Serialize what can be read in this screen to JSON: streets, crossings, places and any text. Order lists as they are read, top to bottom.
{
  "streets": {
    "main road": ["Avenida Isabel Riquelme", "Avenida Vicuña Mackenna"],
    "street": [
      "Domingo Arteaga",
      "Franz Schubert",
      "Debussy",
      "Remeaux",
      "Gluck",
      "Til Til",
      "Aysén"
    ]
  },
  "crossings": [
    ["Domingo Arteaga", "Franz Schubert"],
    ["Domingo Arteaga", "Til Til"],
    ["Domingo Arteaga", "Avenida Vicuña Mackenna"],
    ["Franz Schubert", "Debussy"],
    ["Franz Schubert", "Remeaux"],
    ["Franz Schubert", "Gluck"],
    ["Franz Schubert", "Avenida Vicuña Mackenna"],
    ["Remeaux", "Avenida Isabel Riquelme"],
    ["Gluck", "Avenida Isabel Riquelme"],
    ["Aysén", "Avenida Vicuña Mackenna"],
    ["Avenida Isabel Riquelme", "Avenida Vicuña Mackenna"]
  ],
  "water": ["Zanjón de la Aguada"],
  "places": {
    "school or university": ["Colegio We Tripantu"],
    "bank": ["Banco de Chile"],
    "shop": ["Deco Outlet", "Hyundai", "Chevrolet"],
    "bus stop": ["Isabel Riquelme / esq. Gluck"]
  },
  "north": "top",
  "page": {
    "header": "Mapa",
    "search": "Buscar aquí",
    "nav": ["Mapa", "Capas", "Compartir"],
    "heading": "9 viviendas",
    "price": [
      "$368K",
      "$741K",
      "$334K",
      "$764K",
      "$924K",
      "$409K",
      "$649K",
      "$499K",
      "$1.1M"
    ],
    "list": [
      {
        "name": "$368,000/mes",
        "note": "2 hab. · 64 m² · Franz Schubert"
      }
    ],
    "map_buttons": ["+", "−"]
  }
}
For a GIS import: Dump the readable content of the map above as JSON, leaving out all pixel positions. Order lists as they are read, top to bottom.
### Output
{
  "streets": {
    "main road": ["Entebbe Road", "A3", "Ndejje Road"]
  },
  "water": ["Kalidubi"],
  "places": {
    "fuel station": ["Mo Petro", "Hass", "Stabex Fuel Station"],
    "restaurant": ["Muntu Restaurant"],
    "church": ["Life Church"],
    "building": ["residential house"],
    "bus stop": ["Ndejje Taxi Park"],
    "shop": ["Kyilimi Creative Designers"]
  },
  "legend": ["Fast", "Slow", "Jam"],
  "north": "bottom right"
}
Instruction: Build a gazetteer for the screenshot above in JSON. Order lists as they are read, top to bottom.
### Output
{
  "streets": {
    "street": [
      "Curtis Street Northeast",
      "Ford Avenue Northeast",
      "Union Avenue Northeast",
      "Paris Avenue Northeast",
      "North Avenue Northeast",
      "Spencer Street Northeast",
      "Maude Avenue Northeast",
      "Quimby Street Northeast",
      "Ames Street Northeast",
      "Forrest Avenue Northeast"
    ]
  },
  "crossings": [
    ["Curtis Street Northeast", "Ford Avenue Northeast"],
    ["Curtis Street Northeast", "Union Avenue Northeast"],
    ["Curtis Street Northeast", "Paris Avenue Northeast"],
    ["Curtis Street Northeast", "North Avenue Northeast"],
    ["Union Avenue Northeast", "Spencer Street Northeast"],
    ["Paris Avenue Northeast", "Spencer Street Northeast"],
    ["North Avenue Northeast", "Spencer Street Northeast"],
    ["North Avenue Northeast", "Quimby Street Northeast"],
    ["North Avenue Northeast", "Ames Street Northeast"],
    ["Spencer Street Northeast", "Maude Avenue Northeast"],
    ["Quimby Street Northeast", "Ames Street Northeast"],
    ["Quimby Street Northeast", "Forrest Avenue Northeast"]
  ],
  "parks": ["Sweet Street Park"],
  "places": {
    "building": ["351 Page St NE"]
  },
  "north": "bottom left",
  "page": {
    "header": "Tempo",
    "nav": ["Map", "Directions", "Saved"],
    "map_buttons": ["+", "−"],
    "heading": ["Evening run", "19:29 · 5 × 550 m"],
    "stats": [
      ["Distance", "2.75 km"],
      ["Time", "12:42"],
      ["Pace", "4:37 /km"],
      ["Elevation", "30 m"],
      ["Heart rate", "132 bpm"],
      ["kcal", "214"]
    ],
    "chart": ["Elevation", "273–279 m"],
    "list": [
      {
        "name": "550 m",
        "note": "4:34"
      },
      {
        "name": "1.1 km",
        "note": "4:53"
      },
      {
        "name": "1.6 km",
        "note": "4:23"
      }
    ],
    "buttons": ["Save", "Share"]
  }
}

----

Problem requirements: Please give an exact copy of the lines above, beginning with the line containing "For a GIS import: Dump" and running through the line containing "Instruction: Build a", and of no other lines.

Solution to the problem:
For a GIS import: Dump the readable content of the map above as JSON, leaving out all pixel positions. Order lists as they are read, top to bottom.
### Output
{
  "streets": {
    "main road": ["Entebbe Road", "A3", "Ndejje Road"]
  },
  "water": ["Kalidubi"],
  "places": {
    "fuel station": ["Mo Petro", "Hass", "Stabex Fuel Station"],
    "restaurant": ["Muntu Restaurant"],
    "church": ["Life Church"],
    "building": ["residential house"],
    "bus stop": ["Ndejje Taxi Park"],
    "shop": ["Kyilimi Creative Designers"]
  },
  "legend": ["Fast", "Slow", "Jam"],
  "north": "bottom right"
}
Instruction: Build a gazetteer for the screenshot above in JSON. Order lists as they are read, top to bottom.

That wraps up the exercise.